Require States to cover smoking cessation drugs under
Medicaid: The budget includes a proposal to require States to
cover prescription and non-prescription smoking cessation
drugs for Medicaid beneficiaries at the standard Federal
match. This proposal furthers the Administration's goal of
reducing the incidence of smoking-related diseases and ensures
that Medicaid beneficiaries have access to important smoking
cessation drugs.
Protect farmers and farming communities: The Administration
fully supports the $5 billion settlement to compensate tobacco
farmers, which was agreed to by the States and the industry in
1998, and is committed, as Federal litigation proceeds to
judgement or settlement, to ensuring funds are set aside for
tobacco farmers and their communities.
Dedicate tobacco recoveries to strengthening Medicare and
Social Security, farmers, veterans, and other Federal health
programs: Tobacco-related health problems have cost Medicare
and other Federal programs billions of dollars each year. To
recover these losses, the Department of Justice has brought
suit against the tobacco industry, and the budget contains
ample resources to pay the necessary legal costs. The
Administration will propose that, in addition to any remedies
imposed by the court to advance public health, $5 billion of
any judgement or settlement be used to assist tobacco farmers
and their communities, and to support the Department of
Veterans Affairs health programs and other Federal health
programs.
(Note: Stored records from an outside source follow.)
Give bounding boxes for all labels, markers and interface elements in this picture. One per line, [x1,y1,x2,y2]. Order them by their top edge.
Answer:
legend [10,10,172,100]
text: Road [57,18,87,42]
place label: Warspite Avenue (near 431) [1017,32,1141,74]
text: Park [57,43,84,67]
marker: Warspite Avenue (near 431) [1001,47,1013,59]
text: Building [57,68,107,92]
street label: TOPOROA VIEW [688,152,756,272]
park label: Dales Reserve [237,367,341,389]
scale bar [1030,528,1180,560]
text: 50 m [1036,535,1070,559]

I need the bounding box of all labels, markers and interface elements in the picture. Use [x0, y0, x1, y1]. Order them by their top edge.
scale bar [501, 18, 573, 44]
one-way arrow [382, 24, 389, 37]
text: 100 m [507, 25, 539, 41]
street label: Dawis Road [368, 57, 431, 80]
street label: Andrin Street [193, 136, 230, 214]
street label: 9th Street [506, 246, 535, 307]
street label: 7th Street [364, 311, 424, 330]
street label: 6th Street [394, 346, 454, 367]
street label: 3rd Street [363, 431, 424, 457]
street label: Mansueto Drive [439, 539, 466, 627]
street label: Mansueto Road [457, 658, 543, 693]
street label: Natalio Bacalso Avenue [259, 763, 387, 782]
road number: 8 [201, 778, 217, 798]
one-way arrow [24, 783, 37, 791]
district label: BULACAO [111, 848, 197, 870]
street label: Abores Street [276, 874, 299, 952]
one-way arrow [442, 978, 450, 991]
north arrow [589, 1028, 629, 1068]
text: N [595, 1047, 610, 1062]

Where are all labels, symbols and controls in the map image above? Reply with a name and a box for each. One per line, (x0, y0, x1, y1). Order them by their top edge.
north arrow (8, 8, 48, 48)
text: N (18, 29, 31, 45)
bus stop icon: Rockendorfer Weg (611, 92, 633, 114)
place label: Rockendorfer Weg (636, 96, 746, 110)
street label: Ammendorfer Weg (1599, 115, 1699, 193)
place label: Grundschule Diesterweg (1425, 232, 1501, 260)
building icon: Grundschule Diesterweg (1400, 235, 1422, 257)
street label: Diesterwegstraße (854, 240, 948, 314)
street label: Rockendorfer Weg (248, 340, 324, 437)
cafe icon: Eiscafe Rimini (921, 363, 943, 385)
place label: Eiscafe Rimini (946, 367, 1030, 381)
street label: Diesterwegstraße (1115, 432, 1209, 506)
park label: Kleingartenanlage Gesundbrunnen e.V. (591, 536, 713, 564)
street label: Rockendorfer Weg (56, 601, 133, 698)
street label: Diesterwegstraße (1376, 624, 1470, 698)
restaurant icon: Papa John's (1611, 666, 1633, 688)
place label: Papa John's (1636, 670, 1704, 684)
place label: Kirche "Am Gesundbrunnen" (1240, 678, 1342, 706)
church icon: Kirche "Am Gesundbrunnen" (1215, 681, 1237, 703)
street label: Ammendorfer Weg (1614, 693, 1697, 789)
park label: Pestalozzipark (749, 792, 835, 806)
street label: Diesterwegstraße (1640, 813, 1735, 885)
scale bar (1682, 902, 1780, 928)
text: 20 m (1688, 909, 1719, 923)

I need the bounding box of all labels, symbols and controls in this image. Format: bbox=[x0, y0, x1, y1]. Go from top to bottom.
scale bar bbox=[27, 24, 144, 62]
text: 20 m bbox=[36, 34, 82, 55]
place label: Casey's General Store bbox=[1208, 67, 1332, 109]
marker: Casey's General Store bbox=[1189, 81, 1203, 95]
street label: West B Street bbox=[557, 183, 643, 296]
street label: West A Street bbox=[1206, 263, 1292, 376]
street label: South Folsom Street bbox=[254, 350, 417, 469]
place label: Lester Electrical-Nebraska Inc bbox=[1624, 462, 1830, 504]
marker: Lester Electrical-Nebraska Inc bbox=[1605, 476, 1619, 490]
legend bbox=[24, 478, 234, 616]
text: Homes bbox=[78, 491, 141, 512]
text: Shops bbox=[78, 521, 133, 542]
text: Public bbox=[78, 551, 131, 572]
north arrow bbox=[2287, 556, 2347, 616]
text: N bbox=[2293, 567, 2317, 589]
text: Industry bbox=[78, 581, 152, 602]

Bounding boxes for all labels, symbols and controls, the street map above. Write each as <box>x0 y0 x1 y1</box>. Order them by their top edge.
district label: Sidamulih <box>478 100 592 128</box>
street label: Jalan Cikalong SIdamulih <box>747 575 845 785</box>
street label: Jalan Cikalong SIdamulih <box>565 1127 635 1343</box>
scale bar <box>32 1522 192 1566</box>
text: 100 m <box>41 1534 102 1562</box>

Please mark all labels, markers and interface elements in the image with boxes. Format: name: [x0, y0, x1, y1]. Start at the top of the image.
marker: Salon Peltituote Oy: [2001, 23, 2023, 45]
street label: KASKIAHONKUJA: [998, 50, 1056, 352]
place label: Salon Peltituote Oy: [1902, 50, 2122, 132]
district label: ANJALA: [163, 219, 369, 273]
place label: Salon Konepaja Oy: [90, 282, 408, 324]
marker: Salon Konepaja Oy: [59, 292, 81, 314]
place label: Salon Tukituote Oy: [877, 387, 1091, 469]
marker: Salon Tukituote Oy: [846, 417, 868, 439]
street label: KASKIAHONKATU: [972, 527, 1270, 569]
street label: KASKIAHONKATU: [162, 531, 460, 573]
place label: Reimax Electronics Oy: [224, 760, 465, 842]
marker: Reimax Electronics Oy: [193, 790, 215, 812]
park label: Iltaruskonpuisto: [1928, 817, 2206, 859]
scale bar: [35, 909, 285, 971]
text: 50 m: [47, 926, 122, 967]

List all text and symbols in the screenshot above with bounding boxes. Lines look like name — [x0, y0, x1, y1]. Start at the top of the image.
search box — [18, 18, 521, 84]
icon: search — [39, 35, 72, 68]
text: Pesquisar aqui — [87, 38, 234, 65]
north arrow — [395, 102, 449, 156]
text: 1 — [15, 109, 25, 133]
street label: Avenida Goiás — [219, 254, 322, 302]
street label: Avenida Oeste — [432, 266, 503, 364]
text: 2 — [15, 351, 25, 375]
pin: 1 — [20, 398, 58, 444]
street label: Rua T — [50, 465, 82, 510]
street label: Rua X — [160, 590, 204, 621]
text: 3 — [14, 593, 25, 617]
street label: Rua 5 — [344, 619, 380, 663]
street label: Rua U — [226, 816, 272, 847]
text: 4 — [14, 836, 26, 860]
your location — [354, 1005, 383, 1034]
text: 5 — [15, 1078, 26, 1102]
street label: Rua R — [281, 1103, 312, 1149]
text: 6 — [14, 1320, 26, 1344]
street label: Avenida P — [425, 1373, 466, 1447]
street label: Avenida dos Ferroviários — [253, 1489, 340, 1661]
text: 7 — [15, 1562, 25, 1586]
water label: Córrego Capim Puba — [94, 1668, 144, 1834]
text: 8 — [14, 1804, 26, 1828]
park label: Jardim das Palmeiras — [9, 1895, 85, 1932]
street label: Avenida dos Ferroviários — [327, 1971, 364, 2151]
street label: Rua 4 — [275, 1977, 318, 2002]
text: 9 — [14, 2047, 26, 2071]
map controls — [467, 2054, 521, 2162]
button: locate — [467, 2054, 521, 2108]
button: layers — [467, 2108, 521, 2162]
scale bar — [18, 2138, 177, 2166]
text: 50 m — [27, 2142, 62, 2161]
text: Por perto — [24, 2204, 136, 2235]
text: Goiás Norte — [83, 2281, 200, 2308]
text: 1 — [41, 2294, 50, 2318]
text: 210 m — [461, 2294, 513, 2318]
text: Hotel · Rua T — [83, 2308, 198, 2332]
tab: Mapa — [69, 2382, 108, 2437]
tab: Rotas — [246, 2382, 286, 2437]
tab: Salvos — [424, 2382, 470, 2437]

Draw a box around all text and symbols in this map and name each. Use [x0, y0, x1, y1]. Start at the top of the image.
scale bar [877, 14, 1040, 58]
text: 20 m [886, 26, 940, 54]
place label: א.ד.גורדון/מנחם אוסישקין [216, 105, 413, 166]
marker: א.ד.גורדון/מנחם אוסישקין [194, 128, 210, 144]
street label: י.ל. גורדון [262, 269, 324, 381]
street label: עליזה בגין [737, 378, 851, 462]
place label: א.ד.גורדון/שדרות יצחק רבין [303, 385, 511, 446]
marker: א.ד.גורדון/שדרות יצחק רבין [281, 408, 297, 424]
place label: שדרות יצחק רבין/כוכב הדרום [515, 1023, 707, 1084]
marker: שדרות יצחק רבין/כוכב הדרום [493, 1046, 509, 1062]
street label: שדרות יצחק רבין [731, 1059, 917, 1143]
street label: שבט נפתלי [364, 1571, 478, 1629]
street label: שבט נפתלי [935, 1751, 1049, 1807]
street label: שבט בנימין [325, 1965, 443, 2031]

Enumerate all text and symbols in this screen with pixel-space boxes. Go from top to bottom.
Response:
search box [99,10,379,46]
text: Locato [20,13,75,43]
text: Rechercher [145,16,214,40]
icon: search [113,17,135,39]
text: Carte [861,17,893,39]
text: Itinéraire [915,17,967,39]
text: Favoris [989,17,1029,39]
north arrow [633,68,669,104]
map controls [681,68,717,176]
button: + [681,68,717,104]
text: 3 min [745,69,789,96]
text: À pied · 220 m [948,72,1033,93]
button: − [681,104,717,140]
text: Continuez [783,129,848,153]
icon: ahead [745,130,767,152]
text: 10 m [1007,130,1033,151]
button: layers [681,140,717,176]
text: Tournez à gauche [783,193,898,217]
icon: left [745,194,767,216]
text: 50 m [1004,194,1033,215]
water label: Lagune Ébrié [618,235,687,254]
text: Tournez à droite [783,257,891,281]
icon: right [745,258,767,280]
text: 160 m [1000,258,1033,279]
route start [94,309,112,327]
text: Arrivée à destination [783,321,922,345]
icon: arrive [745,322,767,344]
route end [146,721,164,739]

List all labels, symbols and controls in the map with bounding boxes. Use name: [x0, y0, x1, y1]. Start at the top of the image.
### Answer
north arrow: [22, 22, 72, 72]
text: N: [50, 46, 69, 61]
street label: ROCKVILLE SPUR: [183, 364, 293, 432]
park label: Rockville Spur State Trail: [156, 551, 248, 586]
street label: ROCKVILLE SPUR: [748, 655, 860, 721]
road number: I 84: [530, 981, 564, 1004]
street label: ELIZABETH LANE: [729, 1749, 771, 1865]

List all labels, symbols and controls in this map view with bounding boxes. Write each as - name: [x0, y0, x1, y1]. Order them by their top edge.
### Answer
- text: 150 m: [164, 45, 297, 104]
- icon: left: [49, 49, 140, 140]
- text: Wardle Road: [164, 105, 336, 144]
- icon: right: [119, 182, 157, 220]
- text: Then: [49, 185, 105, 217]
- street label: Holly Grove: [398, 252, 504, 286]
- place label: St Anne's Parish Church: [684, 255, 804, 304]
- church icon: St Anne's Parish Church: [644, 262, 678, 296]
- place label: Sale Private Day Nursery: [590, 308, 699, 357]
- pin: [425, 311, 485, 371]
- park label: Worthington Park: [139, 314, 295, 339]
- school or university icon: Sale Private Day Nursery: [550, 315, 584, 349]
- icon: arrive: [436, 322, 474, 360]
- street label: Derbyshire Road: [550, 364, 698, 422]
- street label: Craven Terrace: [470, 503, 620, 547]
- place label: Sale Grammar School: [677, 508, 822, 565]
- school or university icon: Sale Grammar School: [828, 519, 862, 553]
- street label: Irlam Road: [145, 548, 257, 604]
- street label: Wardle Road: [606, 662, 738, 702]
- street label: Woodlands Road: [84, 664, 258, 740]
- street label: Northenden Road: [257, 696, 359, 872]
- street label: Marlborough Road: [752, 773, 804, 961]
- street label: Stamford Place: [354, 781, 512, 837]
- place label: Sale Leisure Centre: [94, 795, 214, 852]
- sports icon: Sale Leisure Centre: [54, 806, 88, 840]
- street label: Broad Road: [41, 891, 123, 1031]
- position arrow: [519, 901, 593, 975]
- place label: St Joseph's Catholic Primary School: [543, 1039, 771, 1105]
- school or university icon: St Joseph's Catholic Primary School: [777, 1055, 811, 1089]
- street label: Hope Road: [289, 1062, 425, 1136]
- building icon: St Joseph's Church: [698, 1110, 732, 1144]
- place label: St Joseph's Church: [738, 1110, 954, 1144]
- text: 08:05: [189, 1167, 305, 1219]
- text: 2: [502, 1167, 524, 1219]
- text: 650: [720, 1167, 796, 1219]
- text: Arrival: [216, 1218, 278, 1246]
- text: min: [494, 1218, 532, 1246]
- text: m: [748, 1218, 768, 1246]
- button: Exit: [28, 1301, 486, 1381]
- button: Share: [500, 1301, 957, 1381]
One hundred percent of the remaining recoveries
would be dedicated to the Medicare and Social Security trust
funds, two-thirds to Medicare and one-third to Social
Security, to enhance the security of these programs for future
generations.
Preventing HIV Transmission: The budget includes an additional $50
million in community-based prevention interventions and education in the
United States to reduce the rate of new HIV infections through expanded
community prevention planning, with a special emphasis on racial and
ethnic minorities, women, injection drug users and their partners, and
young gay men. The budget also proposes a $125 million increase in Ryan
White treatment grants to increase access to quality medical care for
individuals living with HIV/AIDS including expanded access to life
saving pharmaceuticals. The budget continues the initiative to reduce
the spread of HIV/AIDS in racial and ethnic minority communities.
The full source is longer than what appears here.